**TASK DIRECTIONS:** Lines that contain the string "Safir" are the ones to list; copy all of them from the records.

(Stored data entries)
________

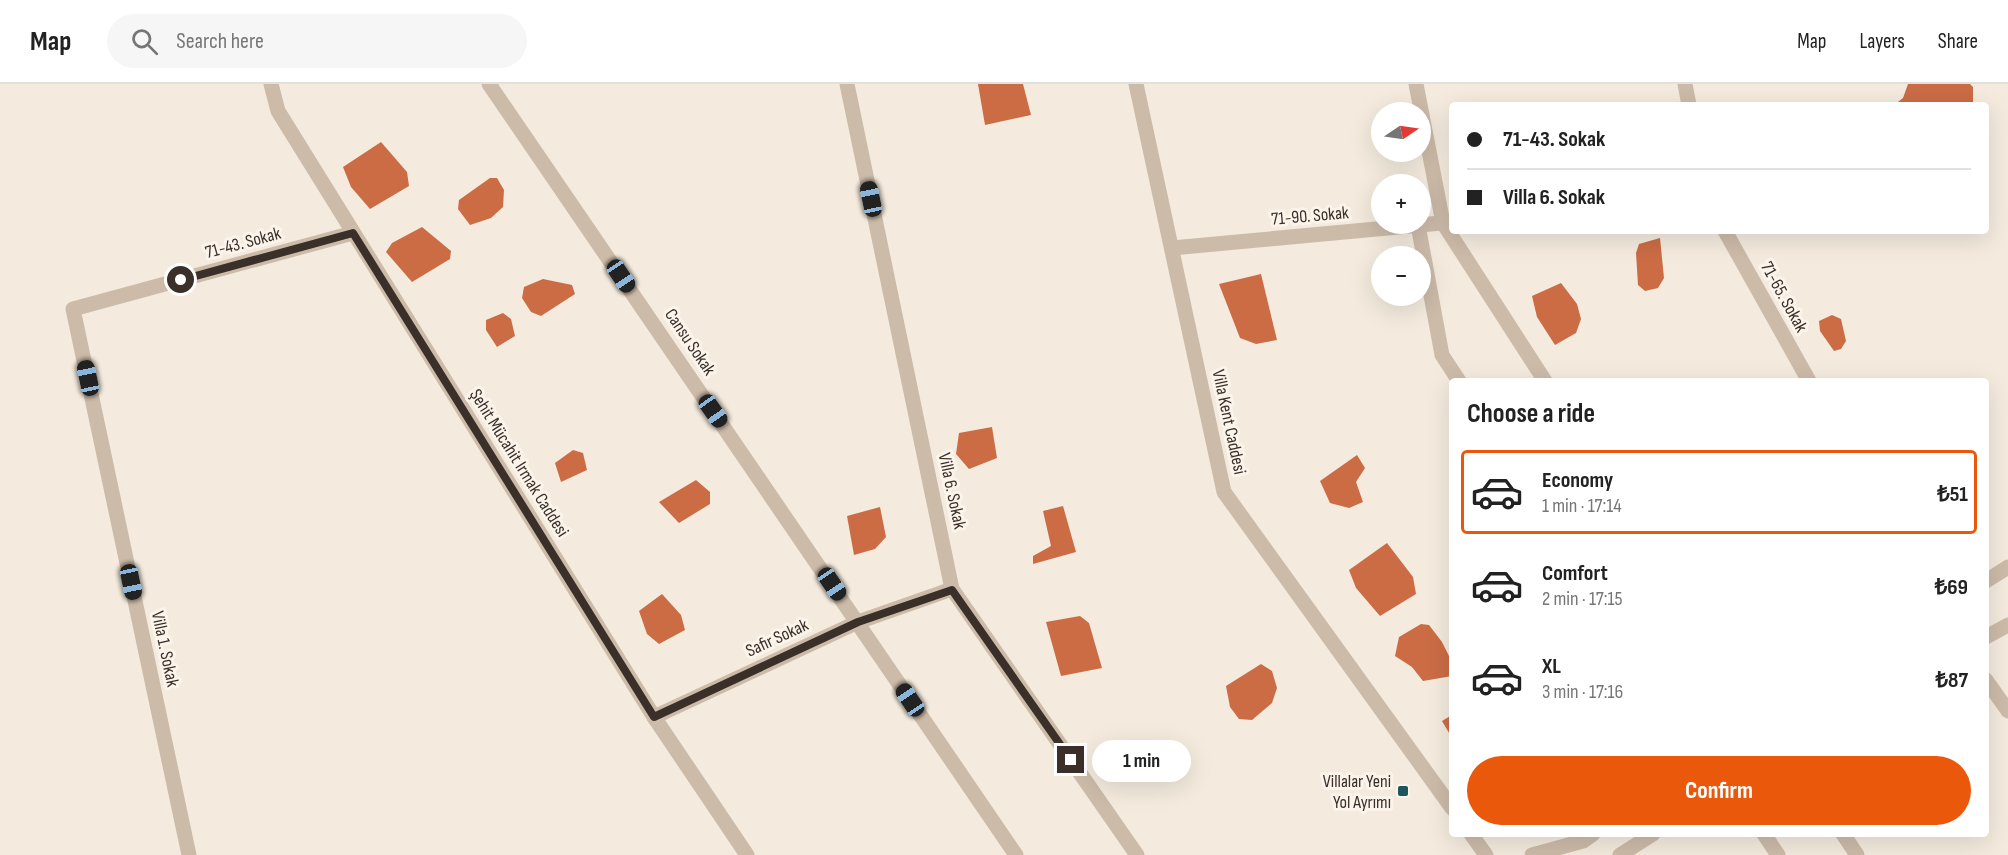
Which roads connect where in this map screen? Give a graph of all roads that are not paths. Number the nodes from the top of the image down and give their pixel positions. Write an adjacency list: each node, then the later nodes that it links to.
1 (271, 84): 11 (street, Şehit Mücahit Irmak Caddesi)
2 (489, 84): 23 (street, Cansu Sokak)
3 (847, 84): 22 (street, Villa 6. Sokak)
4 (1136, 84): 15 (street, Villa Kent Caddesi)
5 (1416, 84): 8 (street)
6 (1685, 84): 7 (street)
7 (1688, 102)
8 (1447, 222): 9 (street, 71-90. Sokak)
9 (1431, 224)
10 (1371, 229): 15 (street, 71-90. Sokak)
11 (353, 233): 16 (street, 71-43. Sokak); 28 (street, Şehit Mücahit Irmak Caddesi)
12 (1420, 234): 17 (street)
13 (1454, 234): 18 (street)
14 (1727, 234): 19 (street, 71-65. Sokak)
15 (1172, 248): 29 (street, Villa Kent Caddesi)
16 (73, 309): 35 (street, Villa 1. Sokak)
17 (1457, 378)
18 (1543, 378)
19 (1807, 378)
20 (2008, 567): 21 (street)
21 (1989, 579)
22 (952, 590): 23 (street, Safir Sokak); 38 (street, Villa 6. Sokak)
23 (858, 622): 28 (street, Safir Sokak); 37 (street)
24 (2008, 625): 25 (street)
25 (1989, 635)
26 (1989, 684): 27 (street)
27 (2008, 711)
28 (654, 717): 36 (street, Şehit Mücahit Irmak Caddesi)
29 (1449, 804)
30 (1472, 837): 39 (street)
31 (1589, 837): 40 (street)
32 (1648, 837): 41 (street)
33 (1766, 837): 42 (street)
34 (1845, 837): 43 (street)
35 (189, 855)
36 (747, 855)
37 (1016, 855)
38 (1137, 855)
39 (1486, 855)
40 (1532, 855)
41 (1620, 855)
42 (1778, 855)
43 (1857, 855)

________

**RESPONSE TO THE EXERCISE:**
22 (952, 590): 23 (street, Safir Sokak); 38 (street, Villa 6. Sokak)
23 (858, 622): 28 (street, Safir Sokak); 37 (street)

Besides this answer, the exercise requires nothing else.